Chandler had a real love and knack for language, and his novels are told from the first person point of view of his immortal Private Detective, Philip Marlowe (who shall, in my mind, forever be associated with Bogart). Chandler blessed Marlowe with some unforgettable lines.
“It was a blonde. A blonde to make a bishop kick a hole in a stained-glass window.” Farewell, My Lovely.
“I was a blank man. I had no face, no meaning, no personality, hardly a name…I was a page from yesterday’s calendar crumpled at the bottom of the waste basket.” The Little Sister.
“You have to have your teeth clamped around Hollywood to keep from chewing on stray blondes.” The Big Sleep.

I’ll share from the book two stories from Chandler’s life that I hadn’t heard before.
Chandler did a fair amount of screenwriting in Hollywood. His first effort came when he was hired to collaborate with Billy Wilder on the screenplay for Double Indemnity, this despite the fact that Chandler had little respect for James M. Cain, who wrote the novel.

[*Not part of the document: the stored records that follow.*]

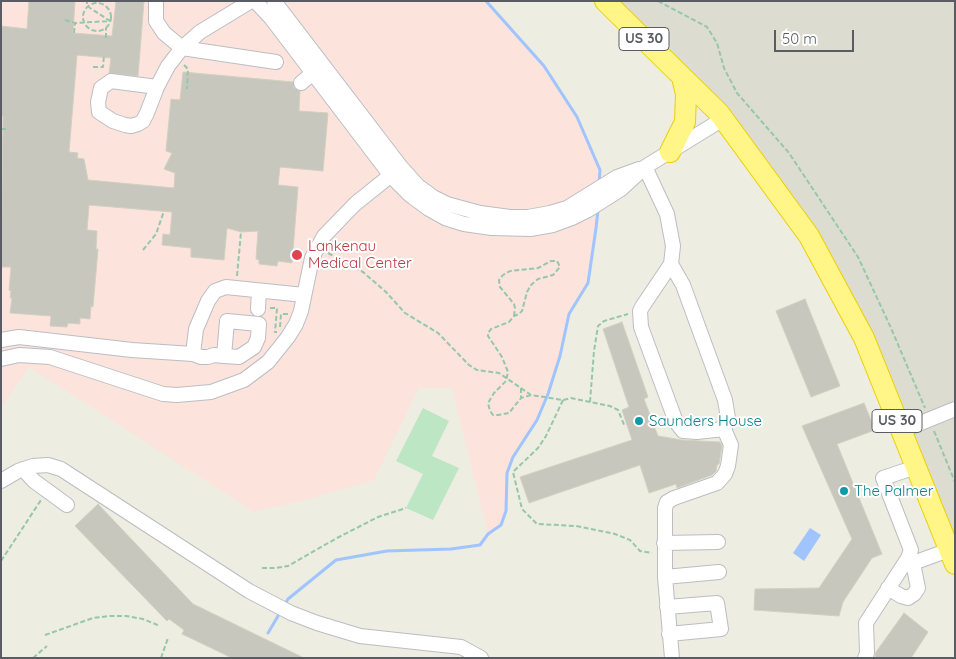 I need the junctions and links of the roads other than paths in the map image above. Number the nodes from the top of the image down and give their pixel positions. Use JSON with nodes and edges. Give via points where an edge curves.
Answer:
{"nodes":[{"id":1,"x":156,"y":1,"type":"edge"},
{"id":2,"x":253,"y":1,"type":"edge"},
{"id":3,"x":274,"y":1,"type":"edge"},
{"id":4,"x":605,"y":1,"type":"edge"},
{"id":5,"x":182,"y":48,"type":"junction"},
{"id":6,"x":276,"y":62,"type":"dead end"},
{"id":7,"x":313,"y":74,"type":"junction"},
{"id":8,"x":682,"y":77,"type":"junction"},
{"id":9,"x":301,"y":83,"type":"dead end"},
{"id":10,"x":157,"y":87,"type":"dead end"},
{"id":11,"x":723,"y":119,"type":"junction"},
{"id":12,"x":670,"y":152,"type":"junction"},
{"id":13,"x":645,"y":167,"type":"junction"},
{"id":14,"x":396,"y":172,"type":"junction"},
{"id":15,"x":671,"y":264,"type":"junction"},
{"id":16,"x":259,"y":291,"type":"junction"},
{"id":17,"x":304,"y":295,"type":"junction"},
{"id":18,"x":258,"y":308,"type":"road end"},
{"id":19,"x":1,"y":340,"type":"edge"},
{"id":20,"x":193,"y":354,"type":"junction"},
{"id":21,"x":219,"y":355,"type":"dead end"},
{"id":22,"x":1,"y":359,"type":"edge"},
{"id":23,"x":955,"y":409,"type":"edge"},
{"id":24,"x":724,"y":429,"type":"junction"},
{"id":25,"x":901,"y":431,"type":"junction"},
{"id":26,"x":916,"y":467,"type":"junction"},
{"id":27,"x":23,"y":470,"type":"junction"},
{"id":28,"x":1,"y":481,"type":"edge"},
{"id":29,"x":67,"y":505,"type":"dead end"},
{"id":30,"x":718,"y":542,"type":"dead end"},
{"id":31,"x":664,"y":549,"type":"junction"},
{"id":32,"x":952,"y":557,"type":"edge"},
{"id":33,"x":911,"y":560,"type":"junction"},
{"id":34,"x":719,"y":572,"type":"dead end"},
{"id":35,"x":665,"y":577,"type":"junction"},
{"id":36,"x":888,"y":588,"type":"junction"},
{"id":37,"x":667,"y":607,"type":"junction"},
{"id":38,"x":670,"y":634,"type":"junction"},
{"id":39,"x":460,"y":652,"type":"edge"},
{"id":40,"x":481,"y":658,"type":"edge"},
{"id":41,"x":672,"y":658,"type":"edge"},
{"id":42,"x":865,"y":658,"type":"edge"}],
"edges":[{"from":1,"to":5,"type":"lane","via":[[156,22]]},
{"from":2,"to":5,"type":"lane","via":[[200,32]]},
{"from":2,"to":7,"type":"lane","via":[[271,18]]},
{"from":3,"to":14,"type":"lane"},
{"from":4,"to":8,"type":"highway","number":"US 30"},
{"from":5,"to":6,"type":"lane"},
{"from":5,"to":10,"type":"lane"},
{"from":7,"to":9,"type":"lane"},
{"from":7,"to":14,"type":"lane"},
{"from":8,"to":11,"type":"highway","number":"US 30"},
{"from":8,"to":12,"type":"highway","via":[[686,122]]},
{"from":11,"to":12,"type":"lane"},
{"from":11,"to":25,"type":"highway","number":"US 30","via":[[809,236],[864,338]]},
{"from":12,"to":13,"type":"lane"},
{"from":13,"to":14,"type":"lane","via":[[553,225],[530,229],[492,228],[445,218],[410,195]]},
{"from":13,"to":15,"type":"lane","via":[[667,214],[672,235]]},
{"from":14,"to":17,"type":"lane","via":[[355,204],[324,236],[309,268]]},
{"from":15,"to":24,"type":"lane","via":[[683,285],[725,400],[728,418]]},
{"from":15,"to":24,"type":"lane","via":[[642,306],[641,327],[676,422],[683,431]]},
{"from":16,"to":17,"type":"lane"},
{"from":16,"to":18,"type":"lane"},
{"from":16,"to":20,"type":"lane","via":[[226,288],[215,291],[196,329]]},
{"from":17,"to":22,"type":"lane","via":[[296,324],[268,362],[244,380],[211,392],[163,394],[50,357],[19,355]]},
{"from":19,"to":20,"type":"lane","via":[[19,337]]},
{"from":20,"to":21,"type":"lane","via":[[202,350]]},
{"from":23,"to":25,"type":"lane"},
{"from":24,"to":31,"type":"lane","via":[[731,446],[724,474],[717,483],[667,502]]},
{"from":25,"to":26,"type":"highway","number":"US 30"},
{"from":26,"to":32,"type":"highway","number":"US 30"},
{"from":26,"to":33,"type":"lane","via":[[883,478],[911,550]]},
{"from":27,"to":28,"type":"lane"},
{"from":27,"to":29,"type":"lane"},
{"from":27,"to":39,"type":"lane","via":[[48,465],[68,472],[249,591],[291,613],[360,636]]},
{"from":30,"to":31,"type":"lane"},
{"from":31,"to":35,"type":"lane"},
{"from":32,"to":33,"type":"lane"},
{"from":33,"to":36,"type":"lane"},
{"from":33,"to":36,"type":"lane","via":[[918,588],[914,594],[908,598]]},
{"from":34,"to":35,"type":"lane"},
{"from":35,"to":37,"type":"lane"},
{"from":36,"to":42,"type":"lane","via":[[866,623]]},
{"from":37,"to":38,"type":"lane"},
{"from":37,"to":38,"type":"lane","via":[[717,602],[721,629]]},
{"from":38,"to":41,"type":"lane"},
{"from":39,"to":40,"type":"lane"}]}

Chandler was a neophyte, and so didn’t have any familiarity with the form of a screenplay or with the craft of screenwriting, which is different from novel-writing. Further, he and Wilder were both strong-willed characters, so there was some head-butting going on. However, once Wilder started working with Chandler and realized how brilliant he was, things went a bit smoother.

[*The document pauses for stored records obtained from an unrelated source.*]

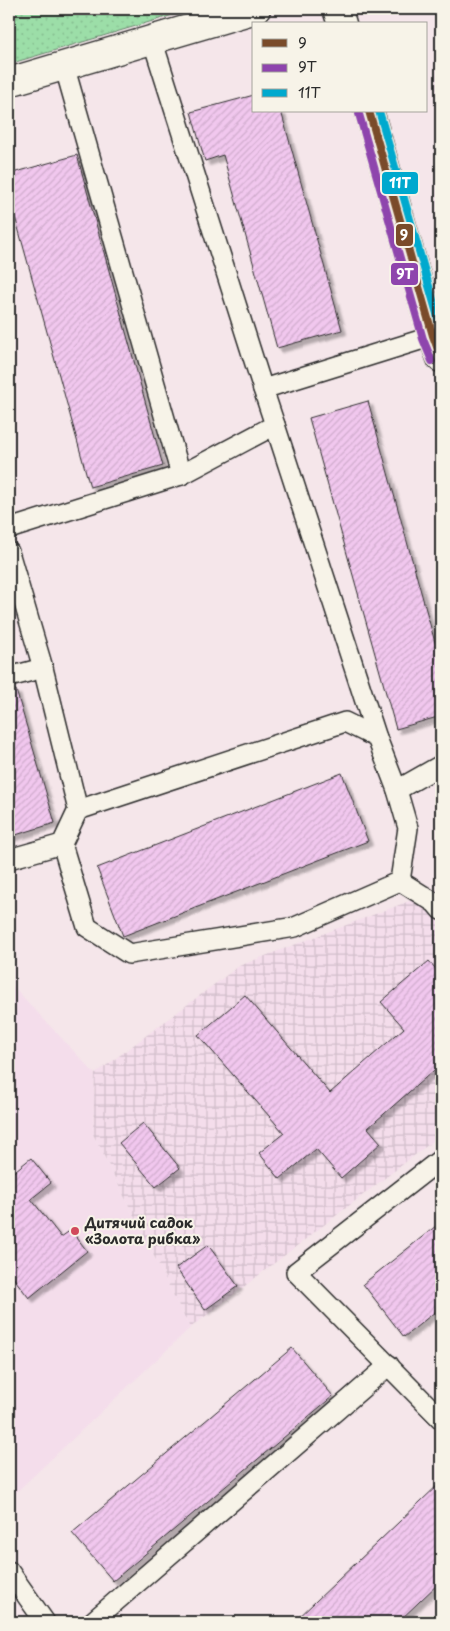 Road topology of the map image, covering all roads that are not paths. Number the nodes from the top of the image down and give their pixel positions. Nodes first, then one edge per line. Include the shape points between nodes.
1 (256, 9) edge
2 (337, 9) edge
3 (341, 22) edge
4 (152, 39) junction
5 (64, 65) junction
6 (9, 82) edge
7 (369, 112) edge
8 (437, 347) edge
9 (264, 389) junction
10 (275, 424) junction
11 (181, 476) junction
12 (9, 530) edge
13 (9, 552) edge
14 (43, 668) junction
15 (9, 677) edge
16 (377, 738) junction
17 (441, 765) edge
18 (397, 790) junction
19 (78, 810) junction
20 (62, 844) junction
21 (9, 859) edge
22 (400, 880) junction
23 (441, 910) edge
24 (441, 1159) edge
25 (389, 1365) junction
26 (441, 1419) edge
27 (9, 1572) edge
28 (45, 1622) edge
29 (92, 1622) edge

1 - 4 street
2 - 3 street
4 - 5 street
4 - 9 lane
5 - 6 street
5 - 11 lane
7 - 8 street
8 - 9 lane
9 - 10 lane
10 - 11 lane
10 - 16 lane
11 - 12 lane
13 - 14 lane
14 - 15 lane
14 - 19 lane
16 - 18 lane
16 - 19 lane via 345,722
17 - 18 lane
18 - 22 lane via 408,828
19 - 20 lane
20 - 21 lane
20 - 22 lane via 88,928 129,954 295,926
22 - 23 lane
24 - 25 lane via 296,1272
25 - 26 lane
25 - 29 lane
27 - 28 lane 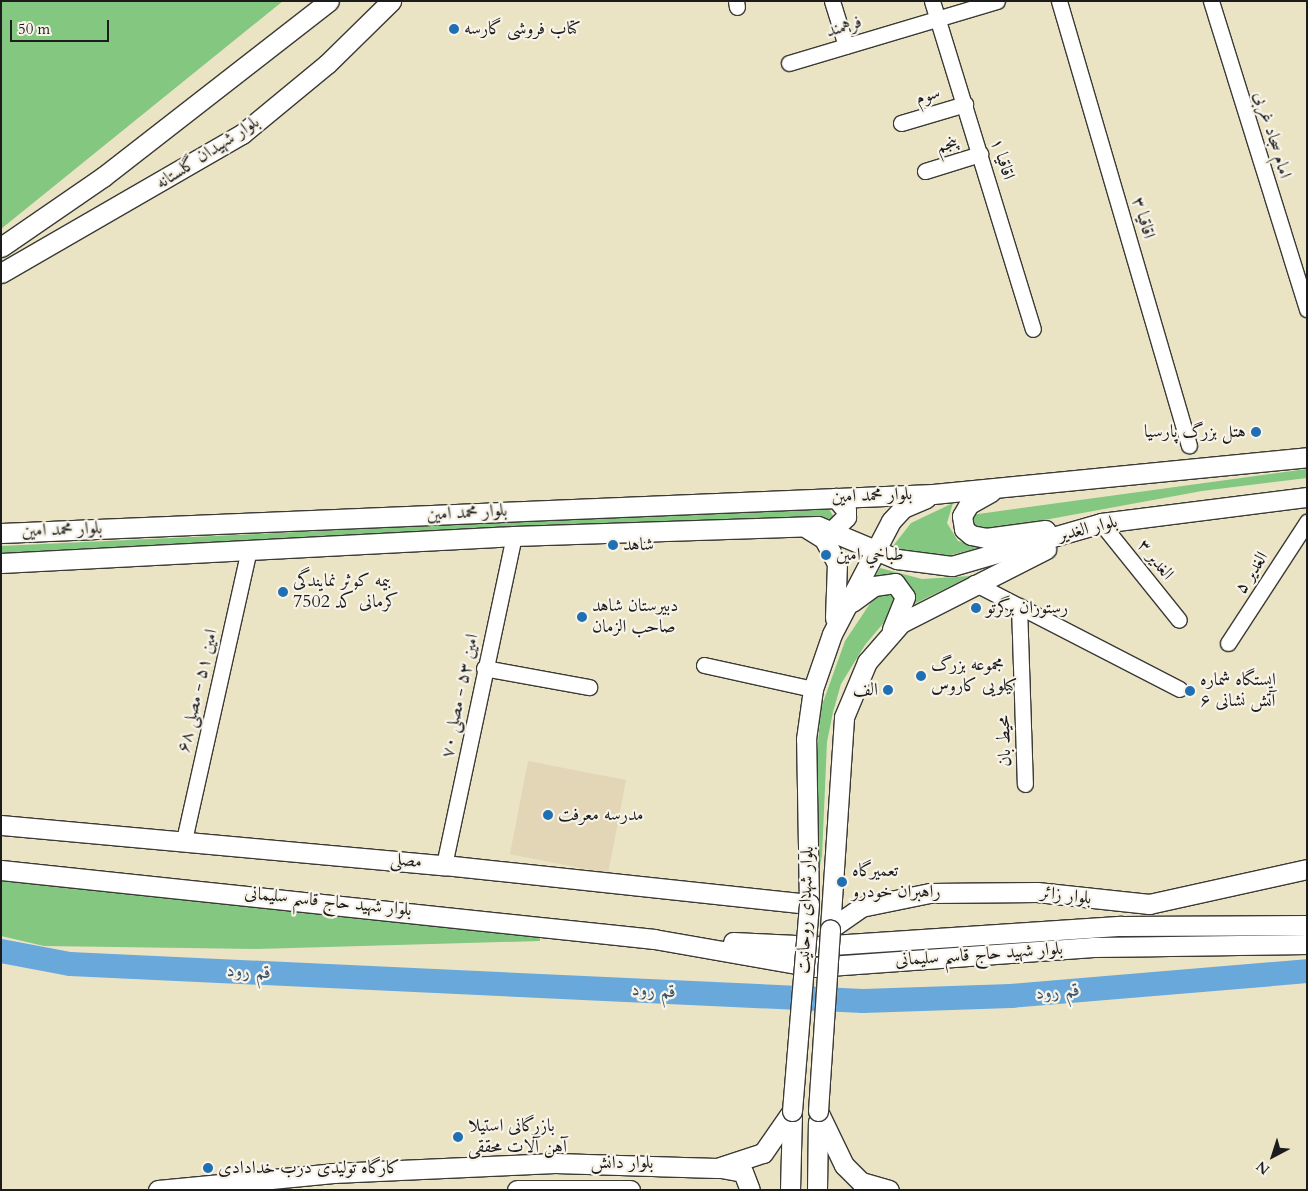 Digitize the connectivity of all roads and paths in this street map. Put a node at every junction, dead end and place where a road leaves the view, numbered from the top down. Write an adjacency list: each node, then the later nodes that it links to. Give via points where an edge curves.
1 (329, 1): 15 (main road, via 95,183)
2 (391, 1): 16 (main road, بلوار شهیدان گلستانه, via 327,64 242,134)
3 (832, 1): 9 (street)
4 (932, 1): 8 (street, اقاقیا ۱)
5 (997, 1): 8 (street, فرهمند)
6 (1059, 1): 19 (street, اقاقیا ۳)
7 (1211, 1): 17 (street, امام سجاد غربی)
8 (938, 19): 9 (street, فرهمند); 11 (street, اقاقیا ۱)
9 (846, 46): 10 (street, فرهمند)
10 (789, 64)
11 (965, 104): 12 (street, سوم); 13 (street, اقاقیا ۱)
12 (901, 123)
13 (980, 154): 14 (street, پنجم); 18 (street, اقاقیا ۱)
14 (925, 171)
15 (1, 247)
16 (1, 273)
17 (1307, 309)
18 (1033, 329)
19 (1189, 445)
20 (1307, 457): 21 (main road)
21 (1010, 487): 22 (main road); 26 (main road, via 969,504 962,516 964,529 986,538)
22 (933, 494): 24 (main road, بلوار محمد امین); 32 (main road, via 903,508)
23 (1307, 497): 26 (main road, بلوار الغدیر)
24 (836, 498): 28 (main road, via 846,518); 29 (main road, بلوار محمد امین)
25 (1307, 522): 40 (street, الغدیر ۵)
26 (1101, 523): 32 (main road, بلوار الغدیر, via 952,566 920,565); 34 (main road); 37 (street, الغدیر ۳)
27 (795, 526): 28 (main road, بلوار محمد امین); 30 (main road, بلوار محمد امین); 38 (main road, via 824,539 835,556 839,593)
28 (832, 531): 32 (main road, بلوار الغدیر)
29 (1, 533)
30 (514, 536): 31 (main road, بلوار محمد امین); 42 (street, امین ۵۳ - مصلی ۷۰)
31 (249, 550): 33 (main road, بلوار محمد امین); 48 (street, امین ۵۱ - مصلی ۶۸)
32 (875, 550): 36 (main road)
33 (1, 564)
34 (974, 583): 35 (street); 39 (main road)
35 (1019, 606): 45 (street); 46 (street, محیط بان)
36 (846, 607): 38 (main road); 39 (main road, via 874,586 895,583 905,598)
37 (1179, 620)
38 (832, 634): 44 (main road, بلوار شهدای روحانیت)
39 (889, 635): 54 (main road, بلوار شهدای روحانیت, via 867,662 844,717)
40 (1228, 644)
41 (704, 665): 44 (street)
42 (484, 668): 43 (street); 49 (street, امین ۵۳ - مصلی ۷۰)
43 (589, 687)
44 (813, 689): 52 (main road, بلوار شهدای روحانیت, via 806,738)
45 (1179, 689)
46 (1025, 784)
47 (1, 825): 48 (main road, مصلی)
48 (184, 840): 49 (main road, مصلی)
49 (444, 864): 52 (main road, مصلی)
50 (1307, 869): 54 (main road, بلوار زائر, via 1149,904 1037,892 930,892 861,907)
51 (1, 870): 55 (main road, بلوار شهید حاج قاسم سلیمانی)
52 (810, 904): 57 (main road, بلوار شهدای روحانیت, bridge)
53 (1307, 925): 55 (main road, بلوار شهید حاج قاسم سلیمانی, via 1121,926 817,946)
54 (830, 929): 58 (main road, بلوار شهدای روحانیت, bridge)
55 (654, 939): 56 (main road, بلوار شهید حاج قاسم سلیمانی, via 815,967 1093,947)
56 (1307, 944)
57 (792, 1111): 59 (main road, بلوار دانش, via 763,1152); 65 (main road, بلوار شهدای روحانیت)
58 (818, 1111): 60 (main road, via 832,1148); 66 (main road, بلوار شهدای روحانیت)
59 (717, 1168): 61 (main road, بلوار دانش, via 555,1163 334,1173); 64 (main road, via 743,1172)
60 (866, 1186): 67 (main road)
61 (158, 1190)
62 (517, 1190): 63 (main road, بلوار دانش)
63 (630, 1190)
64 (750, 1190)
65 (790, 1190)
66 (817, 1190)
67 (889, 1190)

Wilder said of Chandler: “He was a dilettante. He did not like the structure of a screenplay, wasn’t used to it. He was a mess but he could write a beautiful sentence. ‘There is nothing as empty as an empty swimming pool’. That is a great line.” (p. 128)
The second story has to do with the classic noir film Blue Dahlia, the Alan Ladd/Veronica Lake movie, for which Chandler also wrote the screenplay. Ladd was “Paramount’s current hot property. The only problem was that the war was still on and Ladd had a firm call-up date from the army…The film could not afford to go over its rather tight shooting schedule.” (p. 140)
John Houseman, who later became an actor (in The Paper Chase, for example), was the producer of the film, and George Marshall was the director. Marshall was shooting scenes faster than Chandler could write them, sometimes leaving his film crew standing around with nothing to do.
Chandler had a drinking problem, even at this early point (1945). So he came to Houseman with a solution to their Ladd/film schedule issue: “the only way he could complete the task in time was to write while he was drunk.” Houseman reluctantly agreed, and “for the next several weeks there was round-the-clock limo transportation standing by, six secretaries working in shifts to take Chandler’s dictation, and a doctor on call to give him glucose injections in lieu of solid food.” (p. 144)
Rather remarkably, this strategy worked. The film was completed with six days to spare, Ladd made his Army date, the movie made a lot of money for the studio, and Chandler was nominated for his second Oscar.
This is an excellent read about a great writer.